Work task
Where the string "main" appears in a line of the material below, copy that line.

Dataset excerpts
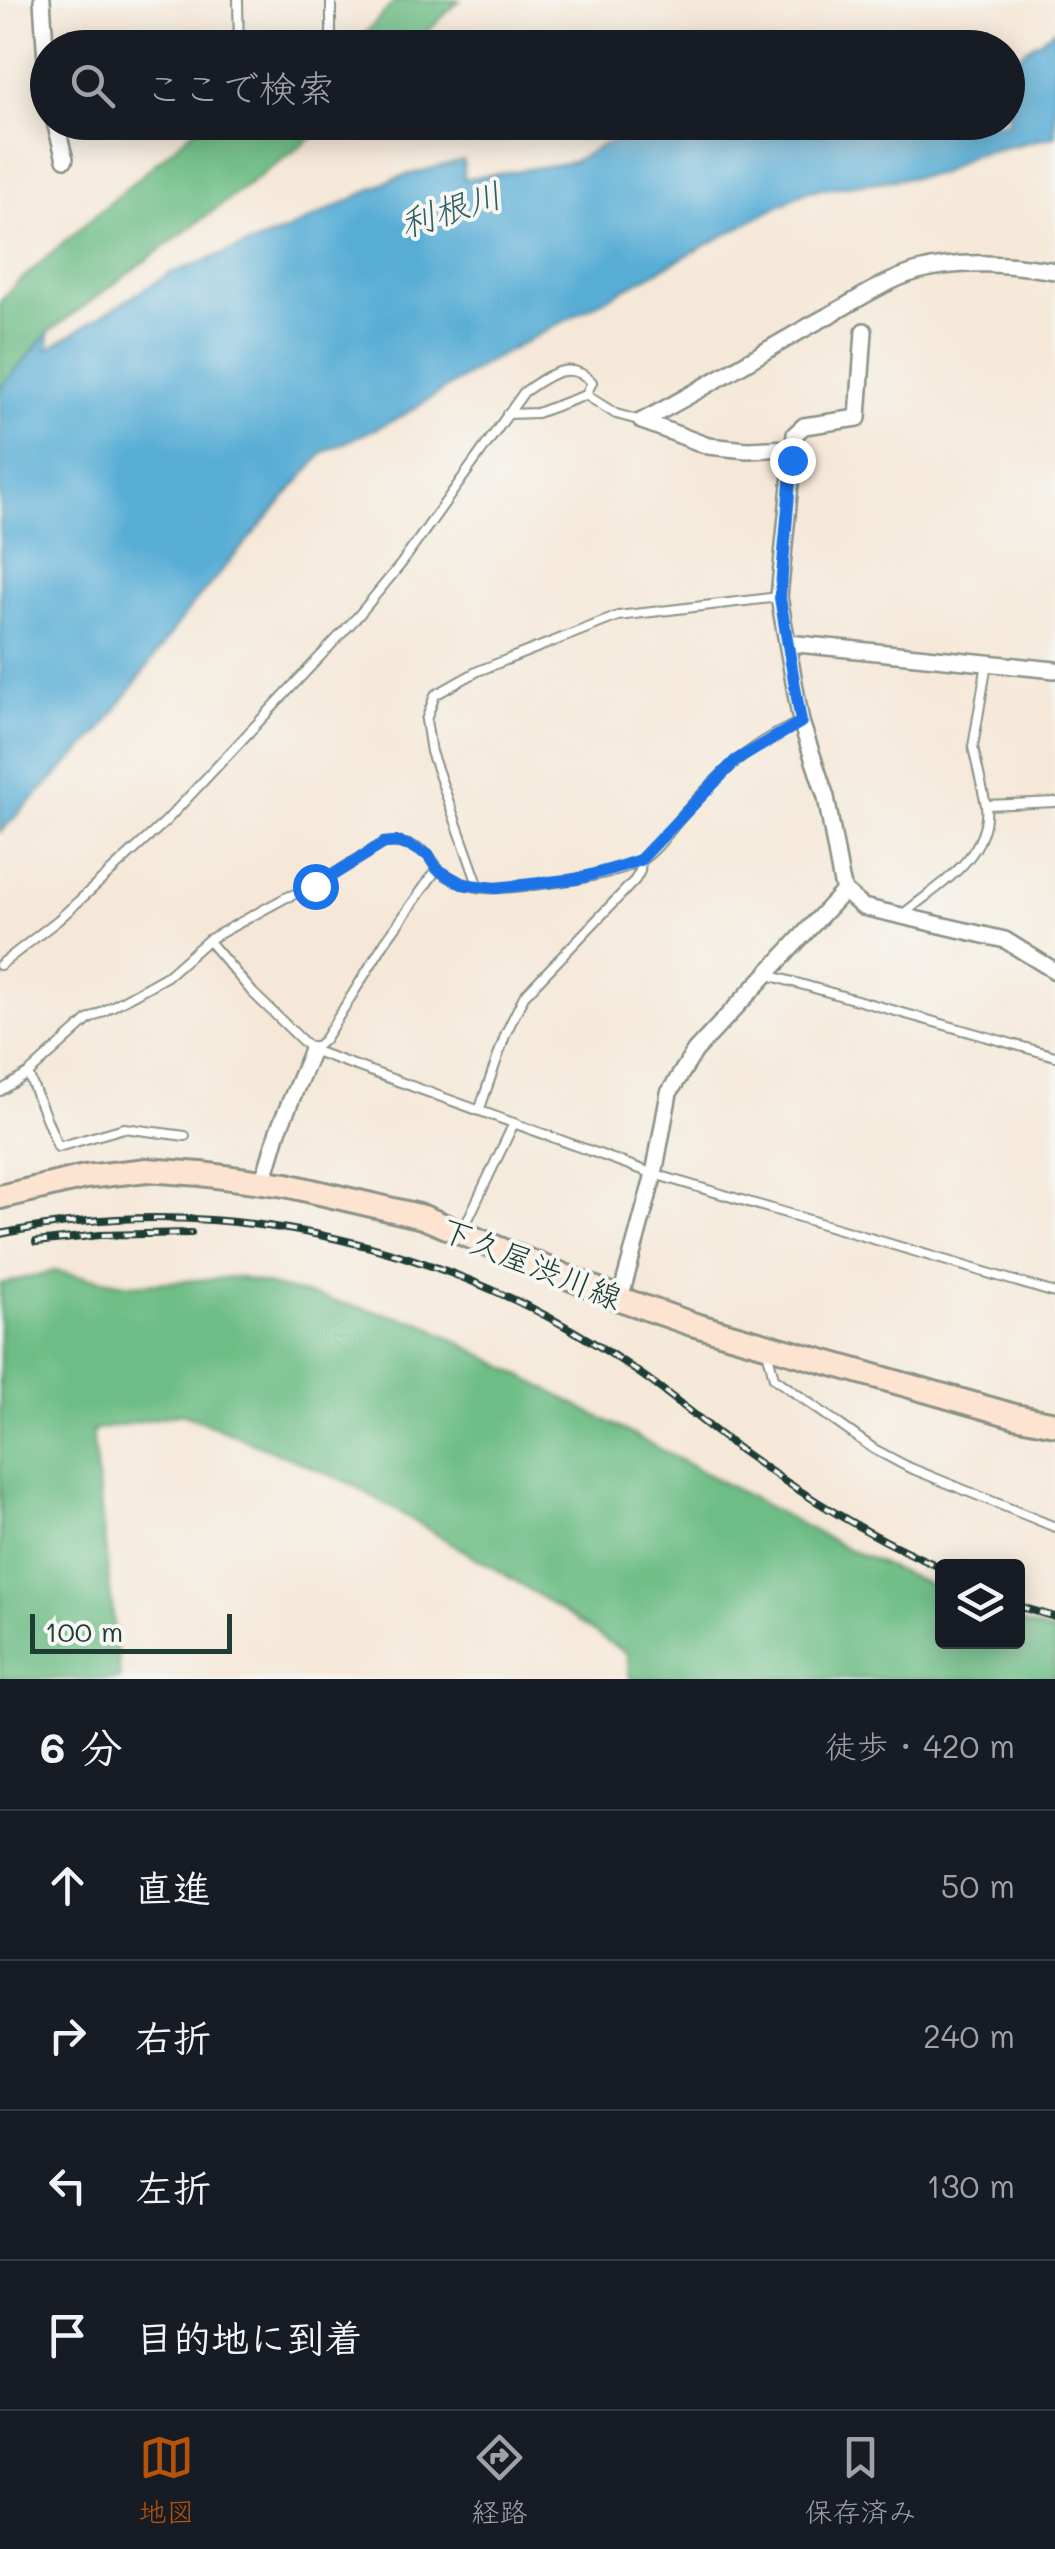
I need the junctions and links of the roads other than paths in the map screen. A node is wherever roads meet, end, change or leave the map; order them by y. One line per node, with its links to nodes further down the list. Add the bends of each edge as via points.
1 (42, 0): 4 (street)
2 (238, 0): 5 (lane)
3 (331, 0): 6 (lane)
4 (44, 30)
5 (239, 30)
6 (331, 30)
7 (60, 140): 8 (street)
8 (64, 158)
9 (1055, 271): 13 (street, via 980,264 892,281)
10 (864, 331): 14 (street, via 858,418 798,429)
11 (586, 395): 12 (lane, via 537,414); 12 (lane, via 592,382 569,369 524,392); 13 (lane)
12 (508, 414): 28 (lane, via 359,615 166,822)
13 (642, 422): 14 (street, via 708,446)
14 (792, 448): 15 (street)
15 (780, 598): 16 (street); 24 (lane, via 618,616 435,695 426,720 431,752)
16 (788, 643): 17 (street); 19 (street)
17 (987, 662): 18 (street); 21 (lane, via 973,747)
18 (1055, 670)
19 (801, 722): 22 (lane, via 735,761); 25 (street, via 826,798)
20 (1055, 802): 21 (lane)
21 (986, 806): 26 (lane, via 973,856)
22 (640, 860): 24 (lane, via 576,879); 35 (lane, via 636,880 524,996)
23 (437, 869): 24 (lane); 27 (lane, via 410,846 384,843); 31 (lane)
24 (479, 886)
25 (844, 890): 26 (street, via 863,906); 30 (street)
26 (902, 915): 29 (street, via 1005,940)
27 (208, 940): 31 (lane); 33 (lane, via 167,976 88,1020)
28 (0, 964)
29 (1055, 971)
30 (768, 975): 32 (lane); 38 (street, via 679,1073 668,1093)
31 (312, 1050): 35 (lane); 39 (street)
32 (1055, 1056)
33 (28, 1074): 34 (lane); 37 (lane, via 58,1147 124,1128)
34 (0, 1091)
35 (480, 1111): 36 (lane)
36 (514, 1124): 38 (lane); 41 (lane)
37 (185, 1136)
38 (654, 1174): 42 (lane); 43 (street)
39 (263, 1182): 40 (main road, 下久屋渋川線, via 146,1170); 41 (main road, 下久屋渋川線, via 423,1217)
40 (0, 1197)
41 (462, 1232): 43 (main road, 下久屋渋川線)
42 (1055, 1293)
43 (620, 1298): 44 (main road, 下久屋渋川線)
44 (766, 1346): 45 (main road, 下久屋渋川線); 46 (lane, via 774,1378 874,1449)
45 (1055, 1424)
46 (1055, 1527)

Answer to the problem
39 (263, 1182): 40 (main road, 下久屋渋川線, via 146,1170); 41 (main road, 下久屋渋川線, via 423,1217)
41 (462, 1232): 43 (main road, 下久屋渋川線)
43 (620, 1298): 44 (main road, 下久屋渋川線)
44 (766, 1346): 45 (main road, 下久屋渋川線); 46 (lane, via 774,1378 874,1449)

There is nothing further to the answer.